#### PROVIDED DATA ####

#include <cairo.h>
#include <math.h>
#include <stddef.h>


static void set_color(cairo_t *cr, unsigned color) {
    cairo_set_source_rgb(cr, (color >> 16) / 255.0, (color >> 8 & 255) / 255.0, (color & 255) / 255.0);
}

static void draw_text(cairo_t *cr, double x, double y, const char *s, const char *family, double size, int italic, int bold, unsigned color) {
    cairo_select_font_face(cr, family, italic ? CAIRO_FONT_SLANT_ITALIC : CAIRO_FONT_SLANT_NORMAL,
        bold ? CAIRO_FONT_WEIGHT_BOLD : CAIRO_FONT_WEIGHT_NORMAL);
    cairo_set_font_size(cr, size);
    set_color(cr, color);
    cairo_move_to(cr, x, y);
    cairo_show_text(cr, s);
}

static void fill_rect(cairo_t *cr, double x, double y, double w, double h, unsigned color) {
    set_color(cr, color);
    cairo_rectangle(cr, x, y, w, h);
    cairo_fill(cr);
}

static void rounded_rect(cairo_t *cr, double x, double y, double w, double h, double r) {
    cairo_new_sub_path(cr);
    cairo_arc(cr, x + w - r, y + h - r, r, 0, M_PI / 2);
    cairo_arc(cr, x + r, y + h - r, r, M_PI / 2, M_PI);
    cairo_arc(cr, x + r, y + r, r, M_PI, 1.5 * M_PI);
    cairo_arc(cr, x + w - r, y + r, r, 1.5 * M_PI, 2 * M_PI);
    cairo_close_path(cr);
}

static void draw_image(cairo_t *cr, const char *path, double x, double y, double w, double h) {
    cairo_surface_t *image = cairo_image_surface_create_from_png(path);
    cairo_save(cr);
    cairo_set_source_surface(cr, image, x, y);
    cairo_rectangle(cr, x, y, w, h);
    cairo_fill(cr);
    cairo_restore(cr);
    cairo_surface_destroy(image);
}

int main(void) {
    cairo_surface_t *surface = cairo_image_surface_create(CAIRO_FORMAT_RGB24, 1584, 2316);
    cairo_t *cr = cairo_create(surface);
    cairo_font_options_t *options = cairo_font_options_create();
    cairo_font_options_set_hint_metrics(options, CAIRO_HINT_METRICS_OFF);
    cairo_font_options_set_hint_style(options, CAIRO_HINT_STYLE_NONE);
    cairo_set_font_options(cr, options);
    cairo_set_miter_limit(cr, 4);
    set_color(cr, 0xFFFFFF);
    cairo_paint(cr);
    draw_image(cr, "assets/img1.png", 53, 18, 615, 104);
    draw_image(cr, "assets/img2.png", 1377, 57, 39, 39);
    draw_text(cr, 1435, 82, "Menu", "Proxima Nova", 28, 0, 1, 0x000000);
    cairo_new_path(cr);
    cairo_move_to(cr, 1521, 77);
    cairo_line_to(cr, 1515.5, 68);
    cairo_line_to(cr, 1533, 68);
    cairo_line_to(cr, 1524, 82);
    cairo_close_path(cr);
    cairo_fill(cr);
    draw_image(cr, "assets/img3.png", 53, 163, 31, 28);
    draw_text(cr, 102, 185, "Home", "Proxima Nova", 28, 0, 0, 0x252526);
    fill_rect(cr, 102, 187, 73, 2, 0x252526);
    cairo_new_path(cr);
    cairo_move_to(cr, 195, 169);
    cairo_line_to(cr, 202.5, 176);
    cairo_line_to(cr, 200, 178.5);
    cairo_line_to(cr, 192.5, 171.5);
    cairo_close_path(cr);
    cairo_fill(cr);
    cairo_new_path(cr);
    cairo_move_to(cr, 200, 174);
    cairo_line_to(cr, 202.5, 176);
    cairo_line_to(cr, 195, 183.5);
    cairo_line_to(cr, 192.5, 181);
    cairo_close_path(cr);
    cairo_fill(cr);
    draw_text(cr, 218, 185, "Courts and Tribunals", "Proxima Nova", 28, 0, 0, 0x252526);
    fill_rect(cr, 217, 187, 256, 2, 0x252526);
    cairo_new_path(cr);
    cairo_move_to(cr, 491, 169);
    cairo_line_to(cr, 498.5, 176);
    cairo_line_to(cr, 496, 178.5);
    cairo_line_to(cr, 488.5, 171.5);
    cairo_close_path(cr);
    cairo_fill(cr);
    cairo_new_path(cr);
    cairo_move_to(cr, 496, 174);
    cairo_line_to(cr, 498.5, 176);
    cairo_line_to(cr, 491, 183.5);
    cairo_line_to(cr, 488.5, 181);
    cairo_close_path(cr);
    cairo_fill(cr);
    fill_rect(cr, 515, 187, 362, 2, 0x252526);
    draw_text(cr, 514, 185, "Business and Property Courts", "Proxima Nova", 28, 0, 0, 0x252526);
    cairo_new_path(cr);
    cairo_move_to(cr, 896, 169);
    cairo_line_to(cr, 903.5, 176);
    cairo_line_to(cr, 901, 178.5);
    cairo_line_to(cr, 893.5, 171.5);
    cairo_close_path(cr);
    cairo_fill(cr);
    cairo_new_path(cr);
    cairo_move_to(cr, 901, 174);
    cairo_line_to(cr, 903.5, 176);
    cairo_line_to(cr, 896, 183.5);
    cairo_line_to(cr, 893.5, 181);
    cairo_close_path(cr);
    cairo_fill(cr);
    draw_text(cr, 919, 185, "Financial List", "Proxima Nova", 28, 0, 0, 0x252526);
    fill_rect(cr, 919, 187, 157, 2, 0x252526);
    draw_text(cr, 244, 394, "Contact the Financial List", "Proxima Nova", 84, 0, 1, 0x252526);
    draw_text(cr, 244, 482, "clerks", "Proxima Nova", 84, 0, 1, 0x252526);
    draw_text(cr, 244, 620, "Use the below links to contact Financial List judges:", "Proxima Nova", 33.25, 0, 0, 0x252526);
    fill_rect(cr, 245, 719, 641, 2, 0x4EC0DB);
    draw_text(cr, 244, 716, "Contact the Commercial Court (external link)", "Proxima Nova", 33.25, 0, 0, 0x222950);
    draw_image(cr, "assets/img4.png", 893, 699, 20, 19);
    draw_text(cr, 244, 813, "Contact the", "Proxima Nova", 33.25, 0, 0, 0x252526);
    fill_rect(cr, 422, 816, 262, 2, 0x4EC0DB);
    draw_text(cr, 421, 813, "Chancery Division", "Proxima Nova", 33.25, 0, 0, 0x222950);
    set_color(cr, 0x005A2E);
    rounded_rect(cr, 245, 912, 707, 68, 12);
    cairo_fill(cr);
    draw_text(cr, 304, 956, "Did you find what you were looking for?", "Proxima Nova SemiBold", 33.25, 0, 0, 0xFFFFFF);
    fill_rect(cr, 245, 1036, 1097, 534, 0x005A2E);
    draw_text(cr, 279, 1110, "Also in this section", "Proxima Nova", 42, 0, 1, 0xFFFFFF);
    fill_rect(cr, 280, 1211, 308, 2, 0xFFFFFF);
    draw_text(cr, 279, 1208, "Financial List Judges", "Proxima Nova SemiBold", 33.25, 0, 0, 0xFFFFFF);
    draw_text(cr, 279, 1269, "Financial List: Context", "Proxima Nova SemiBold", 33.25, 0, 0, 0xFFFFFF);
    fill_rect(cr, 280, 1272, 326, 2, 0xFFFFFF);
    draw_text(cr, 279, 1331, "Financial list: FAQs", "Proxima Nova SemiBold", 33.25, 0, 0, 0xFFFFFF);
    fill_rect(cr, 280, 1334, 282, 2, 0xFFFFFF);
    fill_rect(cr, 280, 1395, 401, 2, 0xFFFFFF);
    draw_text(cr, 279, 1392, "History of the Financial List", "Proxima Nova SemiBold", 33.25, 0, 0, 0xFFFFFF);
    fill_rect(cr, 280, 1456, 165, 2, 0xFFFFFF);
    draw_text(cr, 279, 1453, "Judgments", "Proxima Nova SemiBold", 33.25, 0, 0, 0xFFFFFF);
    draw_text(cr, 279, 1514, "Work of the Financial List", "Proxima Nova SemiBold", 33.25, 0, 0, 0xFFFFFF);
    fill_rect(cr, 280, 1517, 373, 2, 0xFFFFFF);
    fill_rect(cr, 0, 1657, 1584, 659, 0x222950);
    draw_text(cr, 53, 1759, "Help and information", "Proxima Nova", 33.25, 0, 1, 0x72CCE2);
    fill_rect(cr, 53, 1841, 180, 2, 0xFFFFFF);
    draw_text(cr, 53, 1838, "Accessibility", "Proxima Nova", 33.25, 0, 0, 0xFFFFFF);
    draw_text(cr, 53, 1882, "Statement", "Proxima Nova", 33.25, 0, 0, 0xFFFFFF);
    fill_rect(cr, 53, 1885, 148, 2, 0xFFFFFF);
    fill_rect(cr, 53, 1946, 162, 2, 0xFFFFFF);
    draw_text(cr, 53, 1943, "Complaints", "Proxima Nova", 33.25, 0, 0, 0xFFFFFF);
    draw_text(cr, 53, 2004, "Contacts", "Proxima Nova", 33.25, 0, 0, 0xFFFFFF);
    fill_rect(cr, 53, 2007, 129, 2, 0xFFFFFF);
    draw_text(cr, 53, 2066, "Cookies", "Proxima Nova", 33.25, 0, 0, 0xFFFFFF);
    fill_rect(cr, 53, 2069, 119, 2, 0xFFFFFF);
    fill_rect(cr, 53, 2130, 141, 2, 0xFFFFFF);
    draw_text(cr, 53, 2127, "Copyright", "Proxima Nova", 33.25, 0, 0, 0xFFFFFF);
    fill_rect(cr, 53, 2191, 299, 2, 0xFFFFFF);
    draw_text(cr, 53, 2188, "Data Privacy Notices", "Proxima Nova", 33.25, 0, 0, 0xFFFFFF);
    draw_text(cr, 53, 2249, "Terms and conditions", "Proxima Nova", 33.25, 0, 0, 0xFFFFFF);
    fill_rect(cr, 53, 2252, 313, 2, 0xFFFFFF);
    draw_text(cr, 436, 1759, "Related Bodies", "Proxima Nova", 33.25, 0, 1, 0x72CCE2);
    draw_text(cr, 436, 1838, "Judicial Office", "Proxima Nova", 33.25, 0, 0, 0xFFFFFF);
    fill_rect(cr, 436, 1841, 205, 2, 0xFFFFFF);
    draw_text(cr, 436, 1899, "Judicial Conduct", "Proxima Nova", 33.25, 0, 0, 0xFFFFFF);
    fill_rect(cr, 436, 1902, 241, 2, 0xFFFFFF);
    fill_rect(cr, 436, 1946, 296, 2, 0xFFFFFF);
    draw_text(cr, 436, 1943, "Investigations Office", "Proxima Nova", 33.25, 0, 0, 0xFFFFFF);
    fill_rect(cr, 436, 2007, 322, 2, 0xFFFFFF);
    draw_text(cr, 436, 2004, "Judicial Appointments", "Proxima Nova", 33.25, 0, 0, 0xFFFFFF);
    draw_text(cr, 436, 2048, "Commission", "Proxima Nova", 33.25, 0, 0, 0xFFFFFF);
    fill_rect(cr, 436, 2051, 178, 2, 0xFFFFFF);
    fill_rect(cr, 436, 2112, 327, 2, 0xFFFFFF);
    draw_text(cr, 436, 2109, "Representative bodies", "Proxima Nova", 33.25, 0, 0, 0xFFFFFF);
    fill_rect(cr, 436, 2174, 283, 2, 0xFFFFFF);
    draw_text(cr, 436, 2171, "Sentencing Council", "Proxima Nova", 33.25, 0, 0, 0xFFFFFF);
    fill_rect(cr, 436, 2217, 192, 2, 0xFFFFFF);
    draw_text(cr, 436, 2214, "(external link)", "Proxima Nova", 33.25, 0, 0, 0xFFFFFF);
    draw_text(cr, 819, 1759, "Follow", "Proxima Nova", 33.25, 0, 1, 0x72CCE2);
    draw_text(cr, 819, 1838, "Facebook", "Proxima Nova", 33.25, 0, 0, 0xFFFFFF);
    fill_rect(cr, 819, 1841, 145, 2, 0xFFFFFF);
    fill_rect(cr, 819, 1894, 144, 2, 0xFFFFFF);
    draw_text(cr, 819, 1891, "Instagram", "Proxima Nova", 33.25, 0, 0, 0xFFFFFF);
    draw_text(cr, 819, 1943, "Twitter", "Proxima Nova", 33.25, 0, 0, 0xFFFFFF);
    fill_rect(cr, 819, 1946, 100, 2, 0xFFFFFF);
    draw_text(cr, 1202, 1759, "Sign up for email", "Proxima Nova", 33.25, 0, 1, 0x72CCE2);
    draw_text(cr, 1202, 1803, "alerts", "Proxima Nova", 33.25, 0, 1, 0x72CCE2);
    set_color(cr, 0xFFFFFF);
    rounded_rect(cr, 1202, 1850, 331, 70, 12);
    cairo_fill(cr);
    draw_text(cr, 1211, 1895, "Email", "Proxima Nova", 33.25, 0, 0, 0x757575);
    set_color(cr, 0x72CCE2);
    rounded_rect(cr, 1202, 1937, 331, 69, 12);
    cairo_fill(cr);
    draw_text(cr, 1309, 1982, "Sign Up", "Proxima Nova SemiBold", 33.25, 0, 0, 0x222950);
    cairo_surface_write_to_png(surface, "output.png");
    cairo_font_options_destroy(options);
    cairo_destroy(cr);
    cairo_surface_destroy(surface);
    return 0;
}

####

Determine the count of lines in the data above with the string "include" in them, and give that count alone.

3